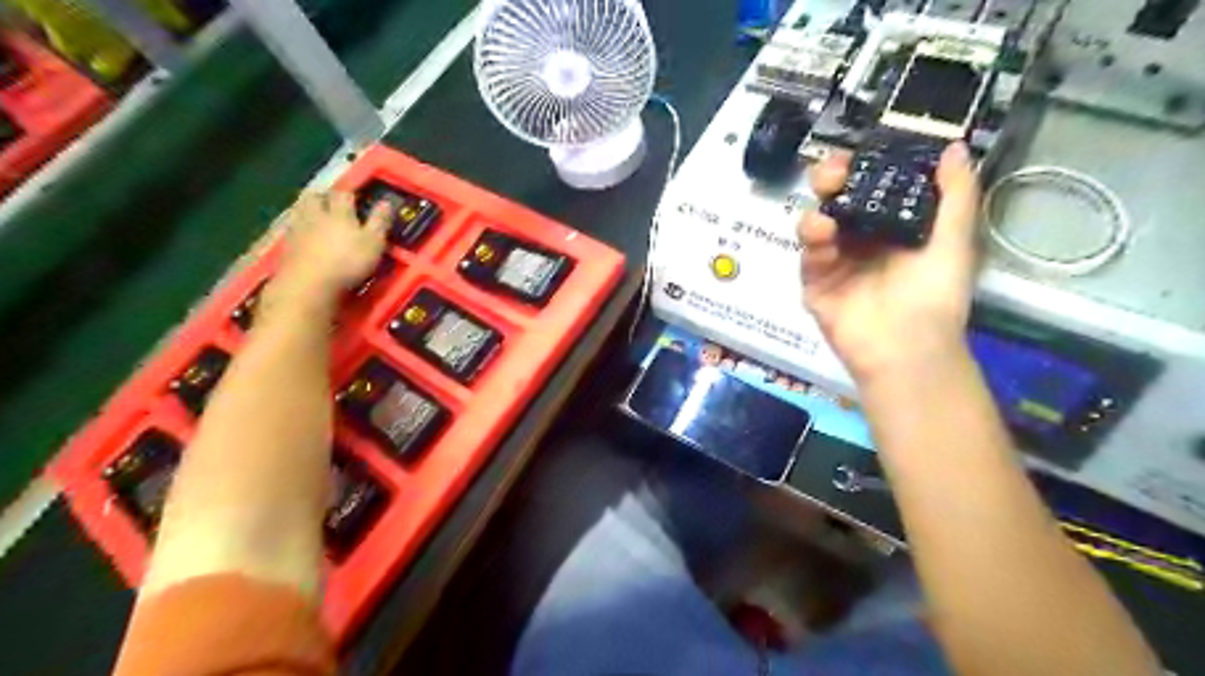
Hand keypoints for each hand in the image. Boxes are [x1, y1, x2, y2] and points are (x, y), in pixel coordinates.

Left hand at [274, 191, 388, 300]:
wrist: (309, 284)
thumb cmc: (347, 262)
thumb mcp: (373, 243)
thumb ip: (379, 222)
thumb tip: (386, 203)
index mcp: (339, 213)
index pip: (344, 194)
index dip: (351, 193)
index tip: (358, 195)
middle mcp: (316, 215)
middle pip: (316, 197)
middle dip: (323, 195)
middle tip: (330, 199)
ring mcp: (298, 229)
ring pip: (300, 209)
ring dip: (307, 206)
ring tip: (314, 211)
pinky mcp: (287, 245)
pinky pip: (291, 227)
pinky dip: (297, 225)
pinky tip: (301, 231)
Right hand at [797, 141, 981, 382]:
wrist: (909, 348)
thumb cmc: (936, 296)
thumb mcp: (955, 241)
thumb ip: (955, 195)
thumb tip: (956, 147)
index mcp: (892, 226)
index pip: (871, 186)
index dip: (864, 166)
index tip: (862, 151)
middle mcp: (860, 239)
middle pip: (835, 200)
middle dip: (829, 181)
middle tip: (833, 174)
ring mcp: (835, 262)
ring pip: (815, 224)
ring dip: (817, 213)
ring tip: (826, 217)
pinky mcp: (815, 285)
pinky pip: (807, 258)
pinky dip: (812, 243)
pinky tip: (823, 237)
--------------------
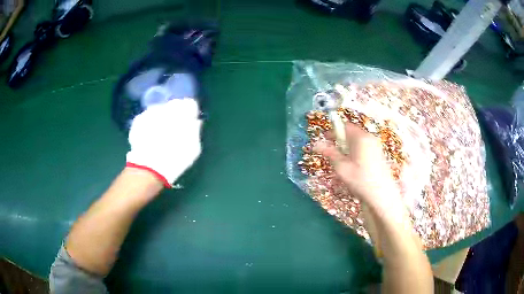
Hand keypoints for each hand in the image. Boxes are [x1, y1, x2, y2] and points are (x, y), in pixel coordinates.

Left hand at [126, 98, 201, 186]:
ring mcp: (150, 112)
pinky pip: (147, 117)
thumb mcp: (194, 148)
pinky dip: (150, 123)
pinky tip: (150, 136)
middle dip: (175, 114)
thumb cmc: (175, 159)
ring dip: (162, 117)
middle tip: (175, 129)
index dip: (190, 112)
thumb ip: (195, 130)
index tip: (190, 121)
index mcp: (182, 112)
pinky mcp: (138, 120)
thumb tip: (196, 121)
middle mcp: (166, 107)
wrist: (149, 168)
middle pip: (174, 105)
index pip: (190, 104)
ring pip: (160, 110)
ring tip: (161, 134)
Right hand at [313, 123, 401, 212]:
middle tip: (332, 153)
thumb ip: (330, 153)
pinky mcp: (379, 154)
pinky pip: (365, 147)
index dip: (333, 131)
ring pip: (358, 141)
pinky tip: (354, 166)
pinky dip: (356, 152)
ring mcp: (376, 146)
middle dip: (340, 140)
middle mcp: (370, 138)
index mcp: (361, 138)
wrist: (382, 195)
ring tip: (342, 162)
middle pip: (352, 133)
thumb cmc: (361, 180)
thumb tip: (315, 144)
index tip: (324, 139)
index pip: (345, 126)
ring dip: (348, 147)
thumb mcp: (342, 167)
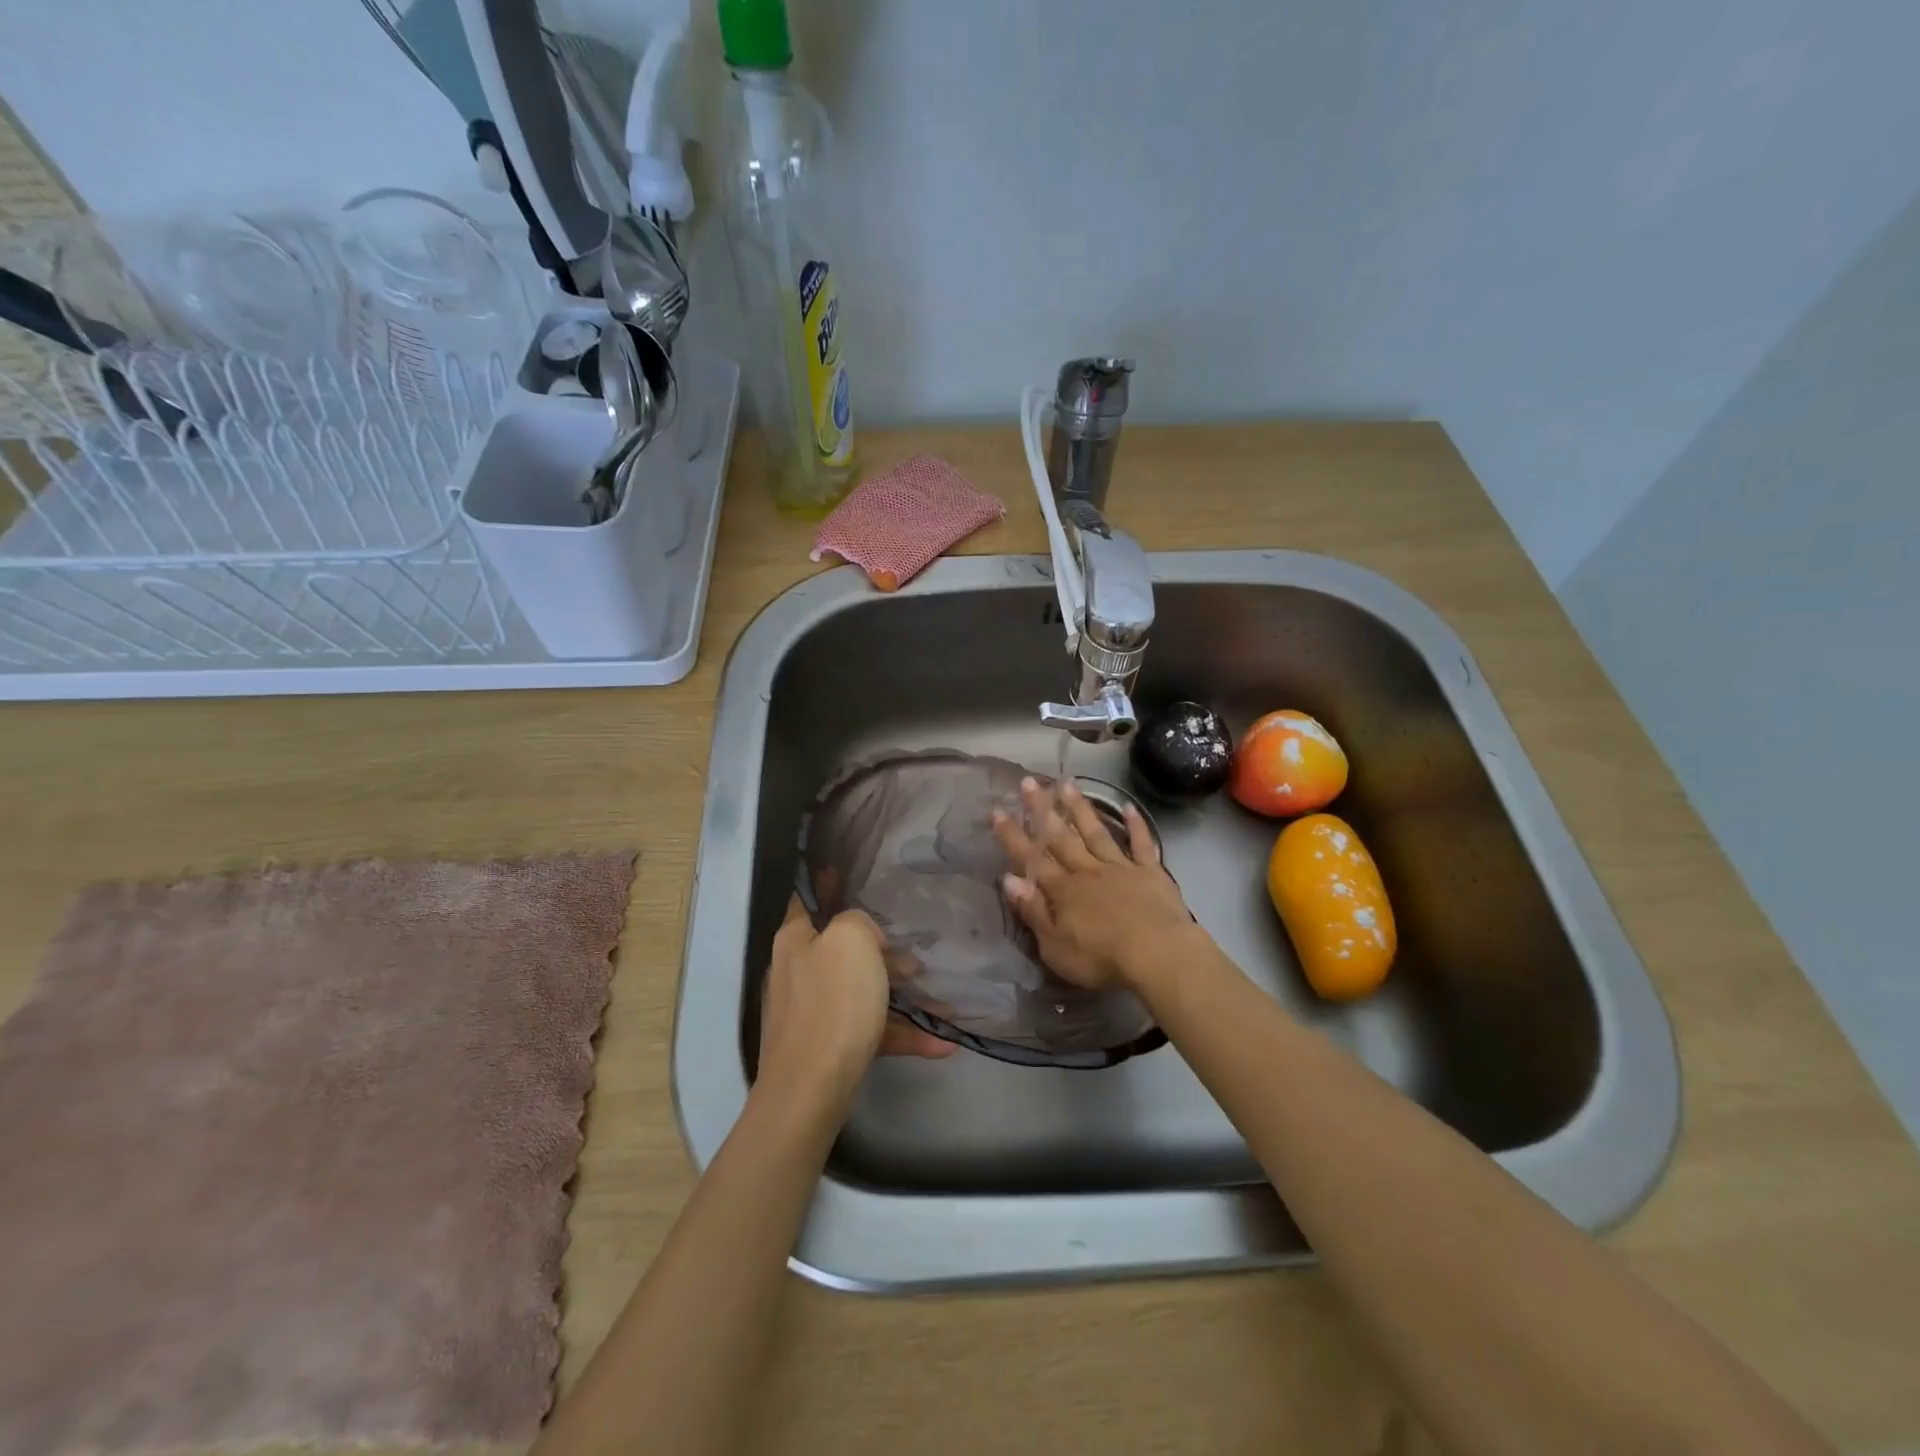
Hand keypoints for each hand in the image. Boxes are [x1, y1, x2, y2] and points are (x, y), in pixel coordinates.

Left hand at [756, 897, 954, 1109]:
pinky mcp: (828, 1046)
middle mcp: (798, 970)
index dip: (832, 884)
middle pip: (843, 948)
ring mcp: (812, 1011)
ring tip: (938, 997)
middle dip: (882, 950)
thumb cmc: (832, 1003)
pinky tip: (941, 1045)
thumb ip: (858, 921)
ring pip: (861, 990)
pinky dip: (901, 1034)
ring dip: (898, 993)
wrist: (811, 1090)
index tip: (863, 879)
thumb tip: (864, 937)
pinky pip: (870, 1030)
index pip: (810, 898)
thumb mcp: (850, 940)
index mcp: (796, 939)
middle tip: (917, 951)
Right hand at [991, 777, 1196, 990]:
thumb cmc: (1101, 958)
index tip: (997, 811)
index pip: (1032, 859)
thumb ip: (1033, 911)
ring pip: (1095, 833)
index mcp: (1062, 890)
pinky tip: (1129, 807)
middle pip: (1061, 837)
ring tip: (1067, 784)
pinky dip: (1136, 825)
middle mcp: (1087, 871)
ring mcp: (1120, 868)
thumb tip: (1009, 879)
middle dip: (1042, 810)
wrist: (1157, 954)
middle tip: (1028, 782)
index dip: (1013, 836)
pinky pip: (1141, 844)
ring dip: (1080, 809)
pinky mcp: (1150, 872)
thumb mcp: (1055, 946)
--------------------
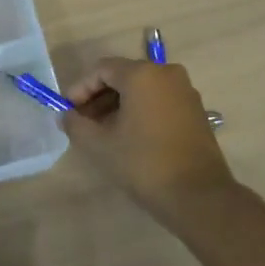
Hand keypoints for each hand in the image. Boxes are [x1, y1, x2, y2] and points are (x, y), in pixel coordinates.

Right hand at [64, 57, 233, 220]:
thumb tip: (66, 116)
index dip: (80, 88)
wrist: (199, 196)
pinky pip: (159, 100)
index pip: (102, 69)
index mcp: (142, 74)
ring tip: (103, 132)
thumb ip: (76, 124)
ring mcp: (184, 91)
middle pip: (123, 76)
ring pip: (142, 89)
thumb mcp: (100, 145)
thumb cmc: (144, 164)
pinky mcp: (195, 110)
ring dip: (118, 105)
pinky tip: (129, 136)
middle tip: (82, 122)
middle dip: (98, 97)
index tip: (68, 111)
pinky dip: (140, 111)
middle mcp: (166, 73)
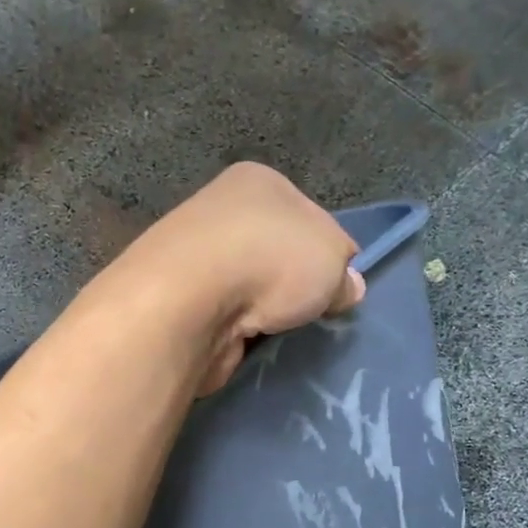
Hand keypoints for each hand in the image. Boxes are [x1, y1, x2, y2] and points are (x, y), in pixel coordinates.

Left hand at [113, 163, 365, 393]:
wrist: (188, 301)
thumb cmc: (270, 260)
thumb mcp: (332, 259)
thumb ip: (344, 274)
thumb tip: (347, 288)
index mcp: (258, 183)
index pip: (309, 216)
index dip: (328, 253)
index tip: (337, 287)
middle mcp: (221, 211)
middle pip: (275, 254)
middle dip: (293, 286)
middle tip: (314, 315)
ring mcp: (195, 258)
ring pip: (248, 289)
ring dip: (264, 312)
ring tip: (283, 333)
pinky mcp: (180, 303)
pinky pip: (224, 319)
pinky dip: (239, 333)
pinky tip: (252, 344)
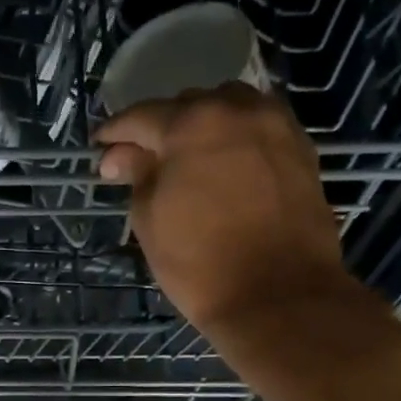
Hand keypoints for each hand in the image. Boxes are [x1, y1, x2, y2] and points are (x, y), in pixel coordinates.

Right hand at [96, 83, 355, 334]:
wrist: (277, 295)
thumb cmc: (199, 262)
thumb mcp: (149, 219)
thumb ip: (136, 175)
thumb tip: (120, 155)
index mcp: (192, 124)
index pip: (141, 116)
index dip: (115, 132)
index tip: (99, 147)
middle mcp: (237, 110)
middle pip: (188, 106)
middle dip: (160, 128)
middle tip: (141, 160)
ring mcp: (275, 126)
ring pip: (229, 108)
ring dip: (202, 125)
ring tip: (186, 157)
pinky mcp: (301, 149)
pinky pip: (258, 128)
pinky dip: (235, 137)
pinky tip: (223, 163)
--------------------
◆ Task directions: Reproduce, word for word and in full, only the lines above that start at the line with "index mcp: (796, 939)" and run through the line with "thumb mcp: (1055, 946)", both ends included.

◆ Task output:
index mcp: (796, 939)
middle tip: (917, 951)
Right hand at [991, 777, 1196, 990]:
thumb cmc: (1101, 958)
index tip: (997, 811)
index pip: (1032, 859)
thumb ip: (1033, 911)
ring pip: (1095, 833)
index mcp: (1062, 890)
pinky tip: (1129, 807)
middle pip: (1061, 837)
ring tip: (1067, 784)
pinky dip: (1136, 825)
middle mcp: (1087, 871)
ring mcp: (1120, 868)
thumb tip: (1009, 879)
middle dip: (1042, 810)
wrist: (1157, 954)
middle tip: (1028, 782)
index dip: (1013, 836)
pinky pip: (1141, 844)
ring dip: (1080, 809)
pinky mcp: (1150, 872)
thumb mcp: (1055, 946)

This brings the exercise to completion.